Heritage Auctions sold Ferris Bueller’s Day Off Ferrari 250 GT California at auction on December 17. At least the last one was. Three cars were made for the film, and this was the last available for purchase. You can’t actually drive the Ferrari because, according to Entertainment Weekly, it’s missing the engine and transmission because it’s not an actual car. It was a film prop designed for use in the film and rebuilt to be a display piece after filming.
For those who haven’t seen the film, it follows a high school student named Ferris Bueller (Mathew Broderick) as he decides to take a day off from school. He calls on his friend Cameron Frye (Alan Ruck) and convinces him to take his father’s Ferrari out for the day. Cameron is initially reluctant because his father is very bossy and it’s his most prized possession.

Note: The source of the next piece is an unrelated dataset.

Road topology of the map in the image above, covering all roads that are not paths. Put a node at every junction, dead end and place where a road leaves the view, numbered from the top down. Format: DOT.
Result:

A famous sequence in the film involves two valets, played by Richard Edson and Larry “Flash” Jenkins, who go for a ride through the city to the tune of Star Wars. Naturally, this drives up the car’s mileage, which infuriates Cameron, which is ironically almost immediately after Cameron compliments the valets on their friendliness.

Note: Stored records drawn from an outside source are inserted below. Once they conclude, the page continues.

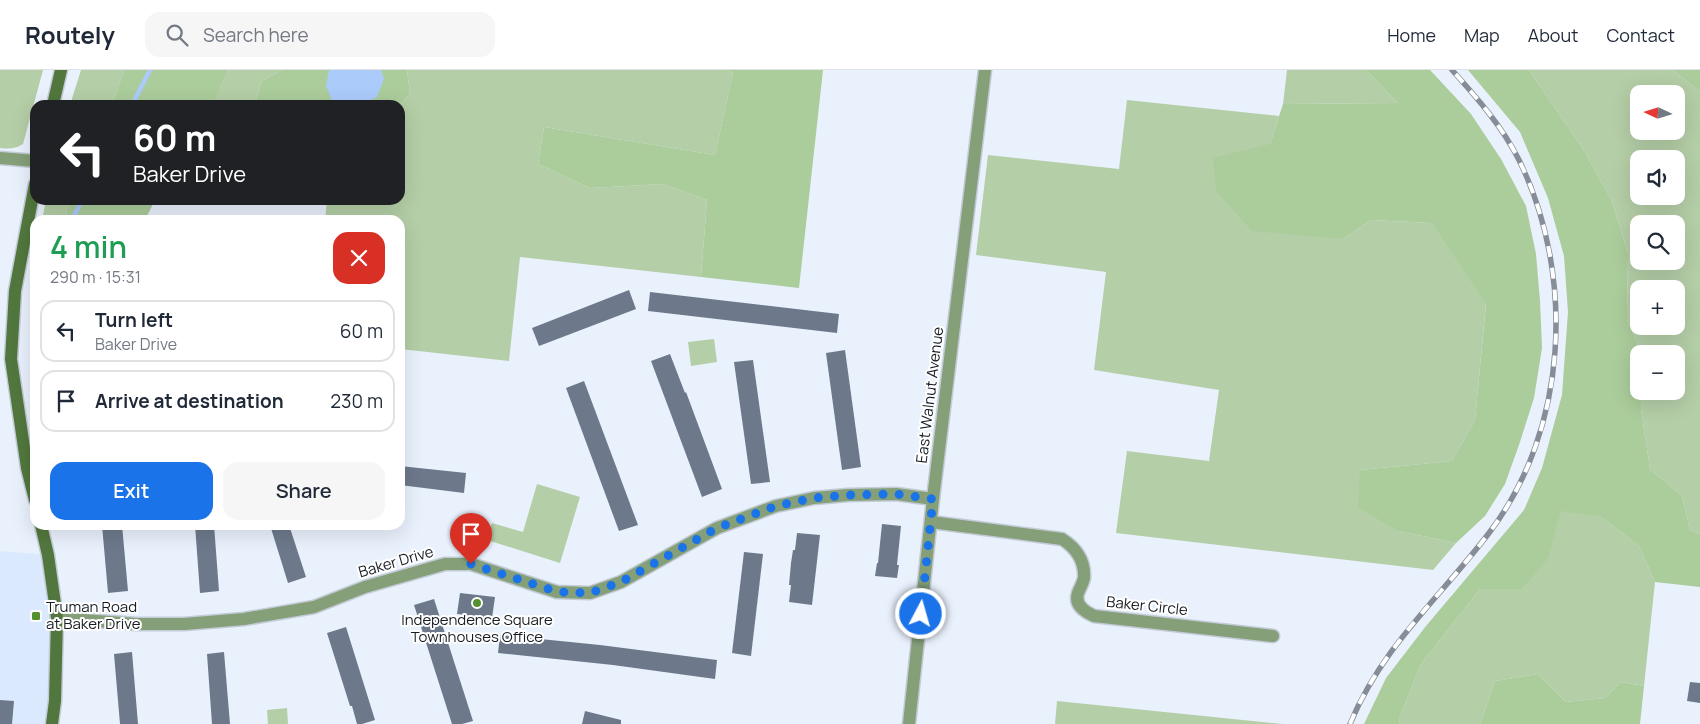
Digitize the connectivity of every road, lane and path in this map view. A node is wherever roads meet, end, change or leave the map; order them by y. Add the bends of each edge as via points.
1 (61, 70) edge
2 (985, 70) edge
3 (54, 100) edge
4 (0, 158) edge
5 (30, 161) edge
6 (31, 205) edge
7 (30, 480) edge
8 (933, 499) junction
9 (931, 522) junction
10 (42, 530) edge
11 (57, 618) junction
12 (1273, 636) dead end
13 (52, 724) edge
14 (909, 724) edge

1 - 3 main road
2 - 8 street, East Walnut Avenue
4 - 5 street
6 - 7 main road via 15,291 11,359
8 - 9 street, East Walnut Avenue
8 - 11 street, Baker Drive via 896,494 848,495 776,506 717,528 621,582 590,593 558,592 471,564 458,563 365,587 314,607 244,619 136,624
9 - 12 street, Baker Circle via 1062,538 1073,546 1082,561 1084,579 1078,602 1084,611 1094,616
9 - 14 street, East Walnut Avenue
10 - 11 main road
11 - 13 main road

They lift the car and spin it in reverse to reduce the mileage again. However, after deciding to stand up to his father, Cameron accidentally “kills” the car by kicking it until it comes out of the pit and out the garage window. The Ferrari that has just been purchased is the one used for this scene.
Here is a description of the car on the auction site:
“It consists of a fiberglass body bolted to a rolling chassis with a cosmetically finished interior with tan vinyl seats, tan carpeting, a matte black fiberglass instrument panel with instrumentation and a trimmed steering wheel. of wood with a replica of the “Prancing Horse” logo in the center. The tires are mounted on chrome wheels. There is no engine or transmission present. Being an accessory, the hood has no hinges and sits in place. Both door latches are present but need to be adjusted. The trunk lid does not have a latch. The right front headlight lens is present, but is cracked and remains loose; the rear passenger side taillight lens is missing. Chrome trim and side mirror have pitting and oxidation. The vinyl seats were upholstered and the red paint was resprayed after production. The paint has minor nicks with a 3″ section of paint missing on the hood. Three D-rings are installed behind the seats with a steel bracket under the hood for the purpose of hanging for display. »
Heritage Auctions sold this Ferrari for $337,500, considerably less than the “hero” driving car used in the same film. Scottsdale Battett-Jackson Collector Car Auction sold this one for $396,000 in 2020. For a frame of reference, the most expensive car ever sold at auction was the 1961 Ferrari 250 GT SWB California Spyder from Yesterday, Today, Tomorrow from 1963.